What's the plan to shorten it? Cut and weld? How much do you plan on shortening.

With all that plastic, makes me glad I got an auto for quick shifts.


----------



## TravsCruze (Aug 4, 2011)

i don't think i can describe to you in a reasonable amount of words ALL of what I've got rolling around in my head about this shifter.. it would probably frighten you also.. haha

best I can tell you is the going from 1st to 2nd , 3rd to 4th, and 5th to 6th is easy to correct, and i see no reason not to get as much reduction as someone wants up to probably about 50%. I would need to sit down with my calculator and some trig formulas to get an exact %, but i don't see why it wouldn't be possible. 

The 2nd to 3rd, and 4th to 5th lateral movement is much more tricky. Modifying the lateral movement would have an adverse effect on the location of reverse and the reverse lock out. Which i've already got some thoughts on how to correct.

machined bushings for two of the pivots, one is much more tricky than the other but i don't see a big problem. 

and the solid metal stop, instead of the squish rubber ball consistency one thats on it. It will take some work though, as all of this will change the angles that the shaft stops at to put it in gear after the mod. So more trig number crunching to get it ball park without pulling it in and out of the car in a trial and error, which i dislike. I'd rather get really close the first time.


----------



## FatKidsCruze (Sep 2, 2011)

Can't wait, so you are planning on manufacturing these for us right! :goodjob:


----------



## Snuze (Nov 6, 2011)

Did you ever make any progress on this?


----------



## Xlr8machineshop (Jul 17, 2011)

Any progress made


----------



## Greasemonkey2012 (Jul 8, 2012)

im wondering if we can use the cobalt shifters look close but not sure let me know guys 

Hurst Short Throw Shifter Chevrolet Cobalt SS/SC & SS/TC Saturn Redline 2.0L Engine 2005-10


----------



## titan2782 (Nov 4, 2011)

Xlr8machineshop said:


> Any progress made


This


----------



## Greasemonkey2012 (Jul 8, 2012)

TravsCruze said:


> As promised, here is the up close and personal pics of our MT shifter torn down into its individual pieces... hope you enjoy. I've already got a plan of attack on the parts i'm going to mod and how i'm going to do it. So i'll keep ya'll posted as it progresses. The whole assemble in the box weighed in at 2.5 lbs and it was a BIG box.

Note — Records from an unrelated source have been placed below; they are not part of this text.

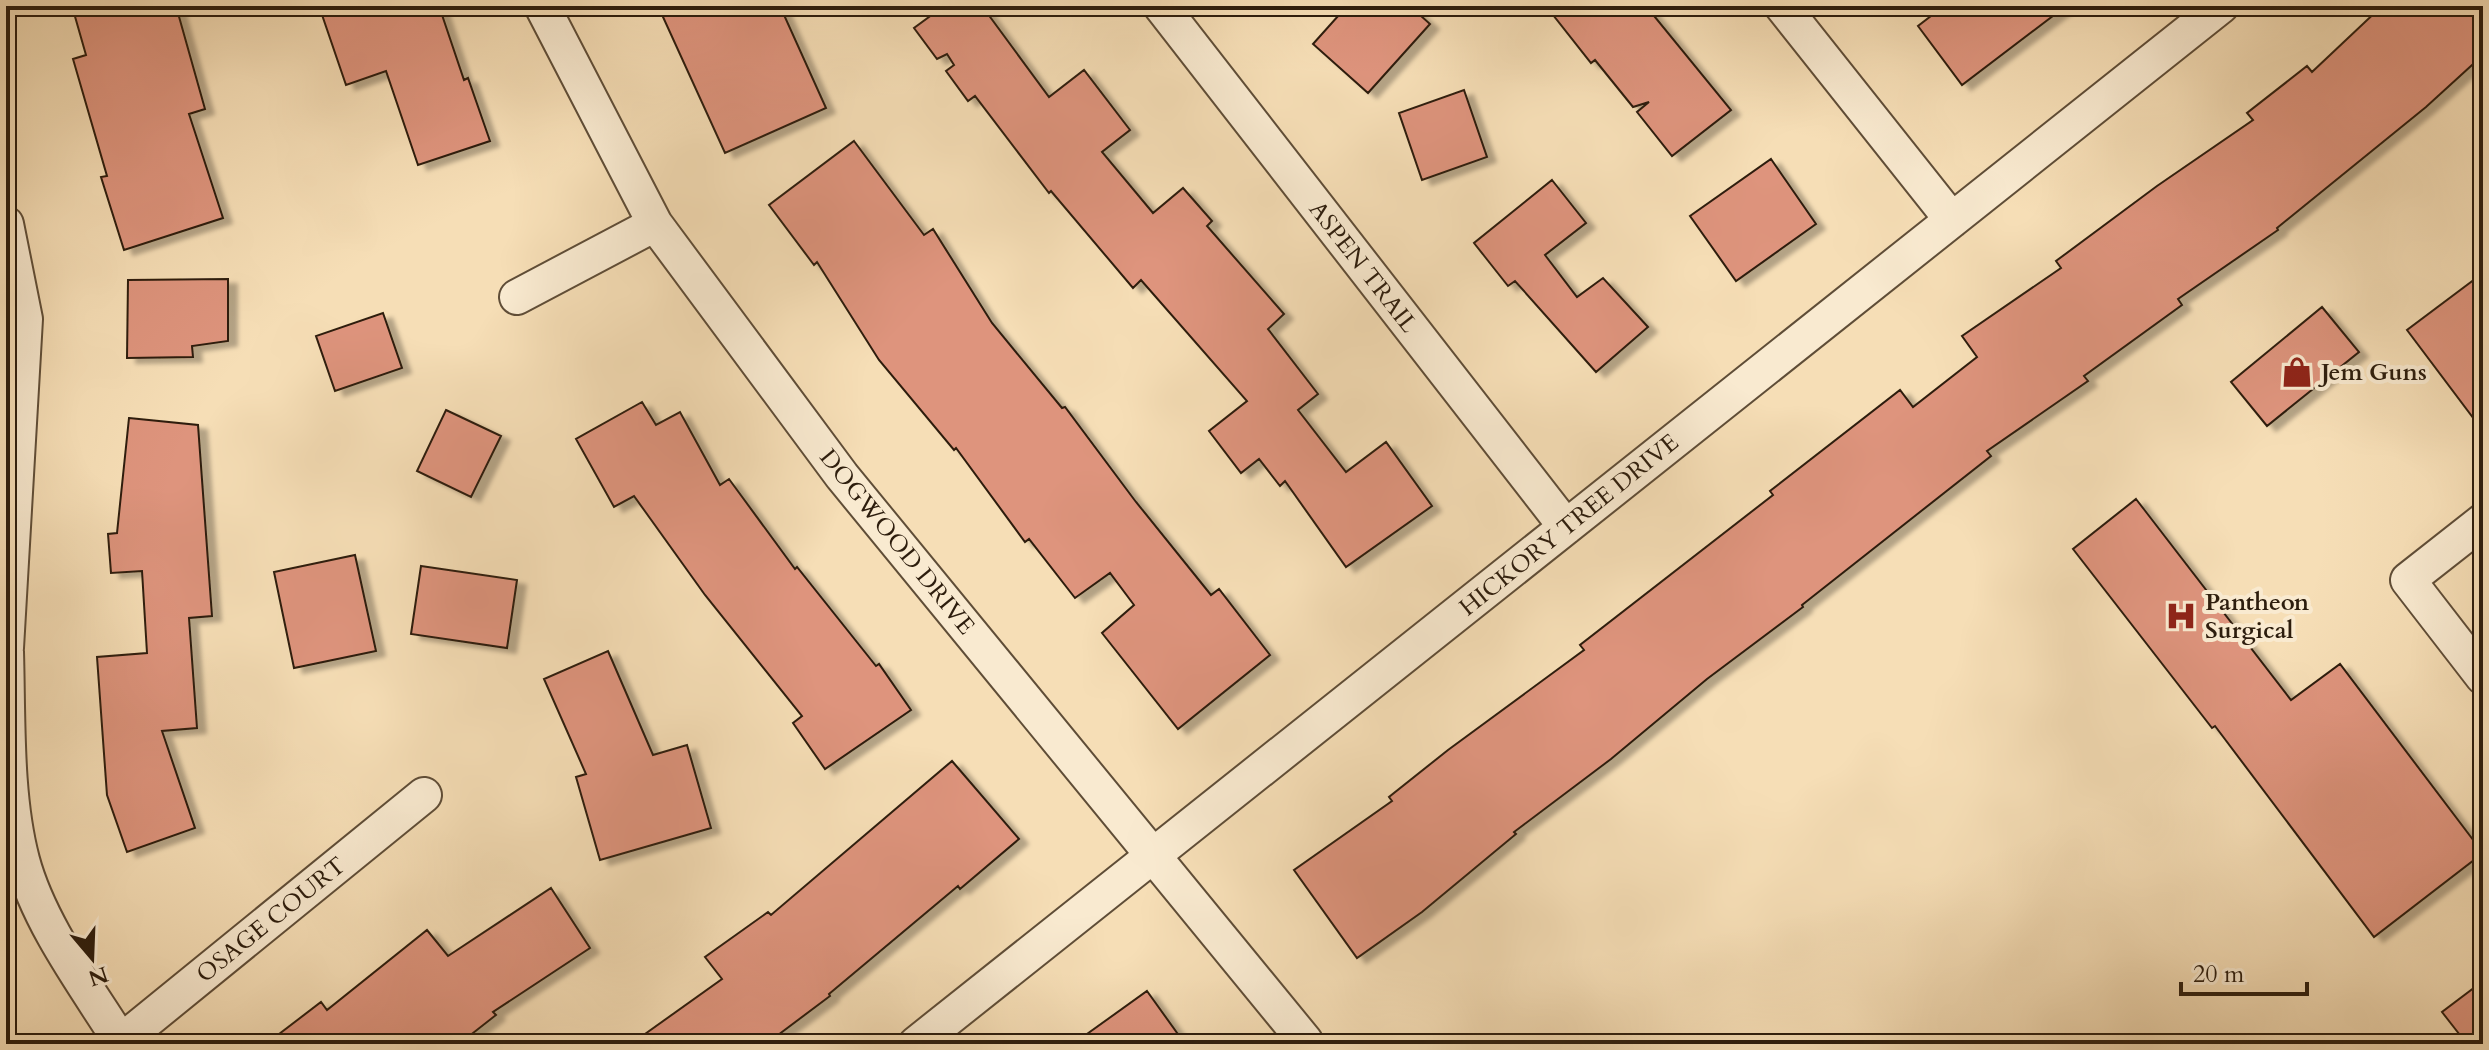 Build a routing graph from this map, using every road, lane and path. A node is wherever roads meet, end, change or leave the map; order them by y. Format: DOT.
graph roads {
  1 [pos="542,6"];
  2 [pos="1161,6"];
  3 [pos="1782,6"];
  4 [pos="2221,6"];
  5 [pos="1952,220"];
  6 [pos="6,224"];
  7 [pos="655,224"];
  8 [pos="517,297"];
  9 [pos="2483,521"];
  10 [pos="1566,527"];
  11 [pos="6,650"];
  12 [pos="2483,677"];
  13 [pos="424,795"];
  14 [pos="1152,857"];
  15 [pos="1305,1041"];
  16 [pos="120,1043"];
  17 [pos="916,1044"];
  1 -- 7 [label="street, DOGWOOD DRIVE"];
  2 -- 10 [label="street, ASPEN TRAIL"];
  3 -- 5 [label="street"];
  4 -- 5 [label="street, HICKORY TREE DRIVE"];
  5 -- 10 [label="street, HICKORY TREE DRIVE"];
  6 -- 11 [label="street"];
  7 -- 8 [label="street"];
  7 -- 14 [label="street, DOGWOOD DRIVE"];
  9 -- 12 [label="street"];
  10 -- 14 [label="street, HICKORY TREE DRIVE"];
  11 -- 16 [label="street"];
  13 -- 16 [label="street, OSAGE COURT"];
  14 -- 15 [label="street, DOGWOOD DRIVE"];
  14 -- 17 [label="street, HICKORY TREE DRIVE"];
} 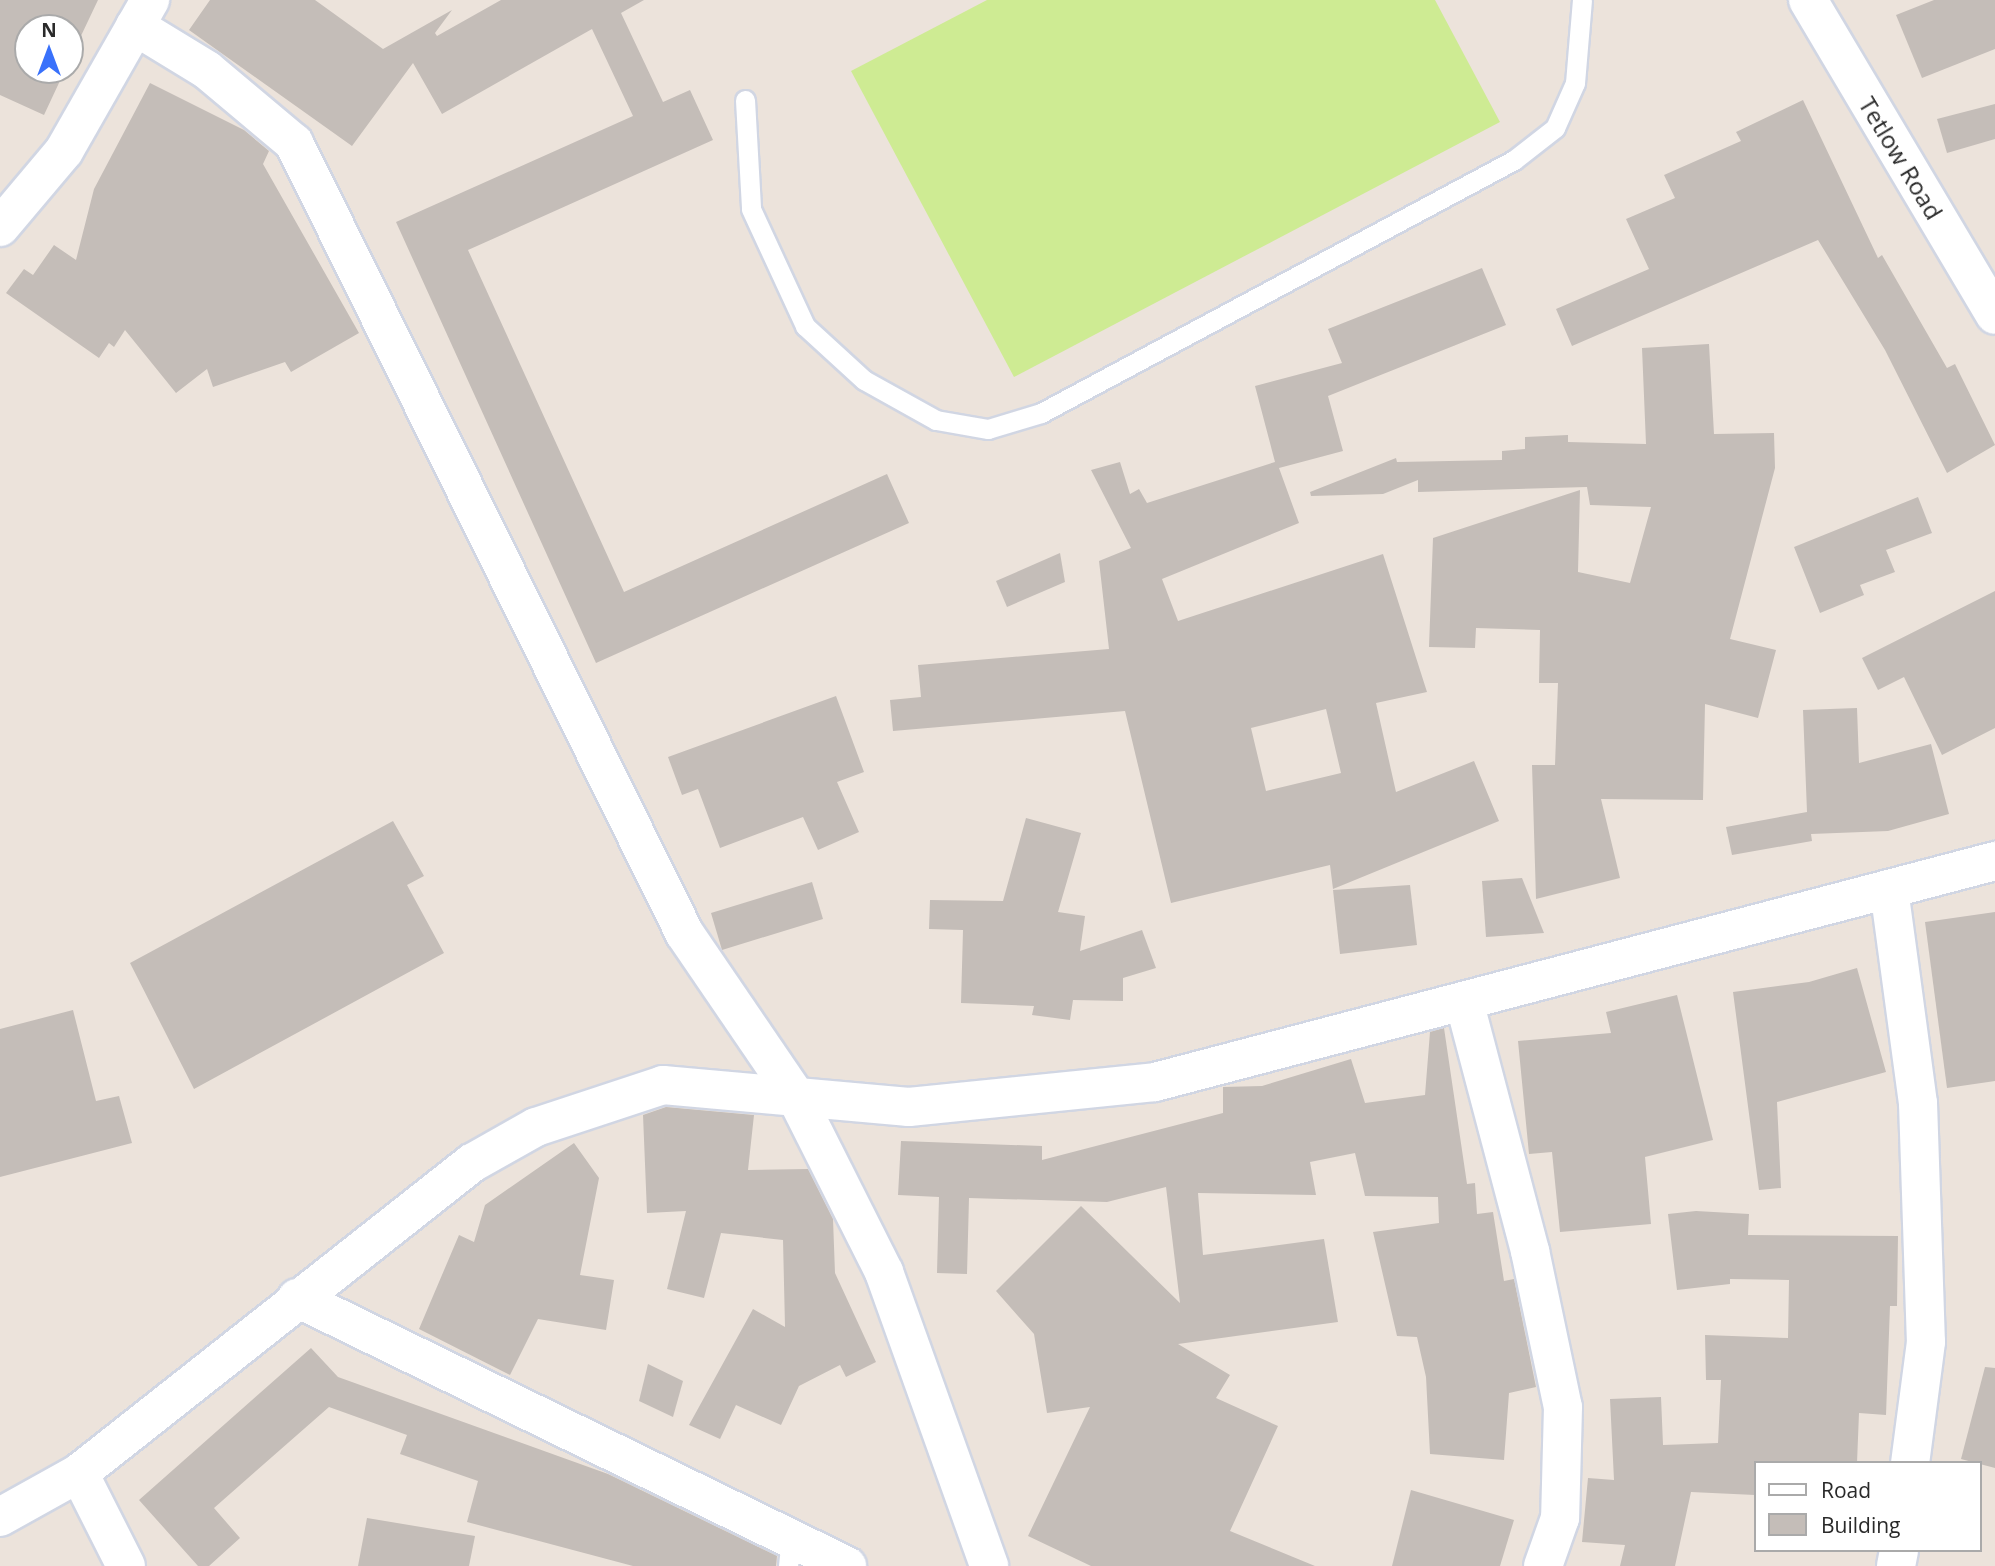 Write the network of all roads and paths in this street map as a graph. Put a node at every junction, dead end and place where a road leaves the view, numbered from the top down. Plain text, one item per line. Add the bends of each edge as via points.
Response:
1 (1582, 0) edge
2 (1808, 0) edge
3 (142, 13) edge
4 (745, 100) dead end
5 (5, 208) edge
6 (1995, 315) edge
7 (1995, 861) edge
8 (1889, 888) junction
9 (1464, 1001) junction
10 (796, 1097) junction
11 (297, 1298) junction
12 (1910, 1461) edge
13 (79, 1473) junction
14 (0, 1517) edge
15 (790, 1552) edge
16 (126, 1566) edge
17 (847, 1566) edge
18 (989, 1566) edge
19 (1543, 1566) edge

1 - 4 lane via 1576,83 1555,128 1514,160 1041,413 988,429 936,420 864,380 805,326 751,209
2 - 6 street, Tetlow Road
3 - 5 street via 64,151
3 - 10 street via 294,143 685,934
7 - 8 street
8 - 9 street
8 - 12 street via 1919,1103 1926,1342
9 - 10 street via 1155,1082 908,1107
9 - 19 street via 1530,1251 1563,1406 1560,1518
10 - 11 street via 663,1085 536,1127 472,1163
10 - 18 street via 884,1272
11 - 13 street
11 - 15 street
13 - 14 street
13 - 16 street
15 - 17 street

whats the part number of this shifter assembly i need one that shift knob screws off


----------



## Jnoobs (Nov 22, 2012)

thevoid said:


> After seeing the plastic engine mounts, a plastic shifter box doesnt surprise me at all.
> 
> That said, an aluminum shifter mounting is bound to improve things. Maybe just some reinforcement of the existing structure.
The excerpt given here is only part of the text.